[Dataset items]
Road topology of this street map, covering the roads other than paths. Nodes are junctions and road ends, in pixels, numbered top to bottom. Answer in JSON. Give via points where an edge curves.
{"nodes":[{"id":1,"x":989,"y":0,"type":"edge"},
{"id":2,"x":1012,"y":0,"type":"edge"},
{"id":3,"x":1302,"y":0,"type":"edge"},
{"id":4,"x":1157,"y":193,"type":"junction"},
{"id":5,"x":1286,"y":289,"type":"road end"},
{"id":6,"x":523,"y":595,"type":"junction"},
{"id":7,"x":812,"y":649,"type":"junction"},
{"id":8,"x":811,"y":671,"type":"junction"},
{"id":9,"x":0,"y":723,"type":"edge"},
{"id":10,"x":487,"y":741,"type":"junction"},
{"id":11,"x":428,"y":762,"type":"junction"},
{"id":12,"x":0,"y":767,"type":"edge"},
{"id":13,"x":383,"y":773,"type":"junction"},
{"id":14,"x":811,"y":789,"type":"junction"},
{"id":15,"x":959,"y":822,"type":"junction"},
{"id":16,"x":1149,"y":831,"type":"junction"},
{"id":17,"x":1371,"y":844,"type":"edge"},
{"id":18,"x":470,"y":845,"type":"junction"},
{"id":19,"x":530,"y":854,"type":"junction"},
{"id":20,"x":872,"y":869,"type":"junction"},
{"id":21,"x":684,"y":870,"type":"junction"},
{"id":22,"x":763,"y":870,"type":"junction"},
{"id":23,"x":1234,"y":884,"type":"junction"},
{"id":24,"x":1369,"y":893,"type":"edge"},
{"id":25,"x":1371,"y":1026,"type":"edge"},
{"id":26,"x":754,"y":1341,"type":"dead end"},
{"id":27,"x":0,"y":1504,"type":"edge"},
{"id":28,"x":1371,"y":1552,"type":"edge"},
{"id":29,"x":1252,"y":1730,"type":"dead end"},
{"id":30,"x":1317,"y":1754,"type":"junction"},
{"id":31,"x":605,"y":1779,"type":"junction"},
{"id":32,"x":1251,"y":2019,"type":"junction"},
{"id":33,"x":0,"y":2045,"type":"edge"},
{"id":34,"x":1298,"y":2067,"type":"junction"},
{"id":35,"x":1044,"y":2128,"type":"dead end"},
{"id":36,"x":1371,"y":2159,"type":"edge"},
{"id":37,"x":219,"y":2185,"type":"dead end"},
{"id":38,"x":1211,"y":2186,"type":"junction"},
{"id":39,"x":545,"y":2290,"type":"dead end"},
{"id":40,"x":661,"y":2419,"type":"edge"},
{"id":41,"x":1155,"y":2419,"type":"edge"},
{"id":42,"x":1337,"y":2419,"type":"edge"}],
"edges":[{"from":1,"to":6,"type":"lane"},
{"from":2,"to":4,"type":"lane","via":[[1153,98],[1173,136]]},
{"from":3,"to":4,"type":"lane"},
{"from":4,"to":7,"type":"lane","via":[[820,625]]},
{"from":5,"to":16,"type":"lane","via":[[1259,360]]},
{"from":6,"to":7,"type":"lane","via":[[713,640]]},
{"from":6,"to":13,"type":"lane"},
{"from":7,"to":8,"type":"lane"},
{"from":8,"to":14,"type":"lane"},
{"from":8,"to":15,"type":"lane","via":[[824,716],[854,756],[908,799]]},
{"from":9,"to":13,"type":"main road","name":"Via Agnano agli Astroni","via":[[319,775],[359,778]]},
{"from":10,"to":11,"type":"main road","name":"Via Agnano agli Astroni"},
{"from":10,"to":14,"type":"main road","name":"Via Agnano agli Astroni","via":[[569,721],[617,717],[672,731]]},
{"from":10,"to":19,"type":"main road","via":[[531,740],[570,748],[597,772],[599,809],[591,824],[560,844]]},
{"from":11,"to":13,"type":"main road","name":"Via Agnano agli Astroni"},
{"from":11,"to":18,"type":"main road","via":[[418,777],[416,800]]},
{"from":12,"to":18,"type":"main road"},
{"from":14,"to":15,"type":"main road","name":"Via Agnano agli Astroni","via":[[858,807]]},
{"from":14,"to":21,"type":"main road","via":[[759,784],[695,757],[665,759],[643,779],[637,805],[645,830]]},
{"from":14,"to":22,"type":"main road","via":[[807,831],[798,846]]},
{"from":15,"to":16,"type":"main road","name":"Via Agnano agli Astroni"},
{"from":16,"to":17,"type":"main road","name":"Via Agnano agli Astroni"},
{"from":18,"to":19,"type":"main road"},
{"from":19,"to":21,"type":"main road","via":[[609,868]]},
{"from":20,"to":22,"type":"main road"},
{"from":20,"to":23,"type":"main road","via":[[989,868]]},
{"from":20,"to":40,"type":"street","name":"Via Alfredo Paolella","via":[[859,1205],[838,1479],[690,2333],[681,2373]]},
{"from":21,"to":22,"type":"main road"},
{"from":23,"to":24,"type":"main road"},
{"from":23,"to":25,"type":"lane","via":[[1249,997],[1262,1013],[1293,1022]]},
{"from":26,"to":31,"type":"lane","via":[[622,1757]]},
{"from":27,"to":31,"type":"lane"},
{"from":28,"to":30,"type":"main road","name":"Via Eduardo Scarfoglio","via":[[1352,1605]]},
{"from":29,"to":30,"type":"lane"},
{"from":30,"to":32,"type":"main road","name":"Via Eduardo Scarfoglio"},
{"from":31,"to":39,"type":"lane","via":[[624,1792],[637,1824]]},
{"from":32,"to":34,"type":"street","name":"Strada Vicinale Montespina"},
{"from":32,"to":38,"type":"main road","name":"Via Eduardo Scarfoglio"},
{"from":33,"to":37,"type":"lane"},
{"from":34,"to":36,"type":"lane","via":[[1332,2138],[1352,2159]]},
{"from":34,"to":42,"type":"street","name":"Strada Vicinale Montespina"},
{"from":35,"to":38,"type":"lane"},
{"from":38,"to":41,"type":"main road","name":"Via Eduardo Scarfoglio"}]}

## ASSIGNMENT
Your answer should be the number of lines in the records that contain the word "Agnano", with nothing added.

## TASK RESPONSE
7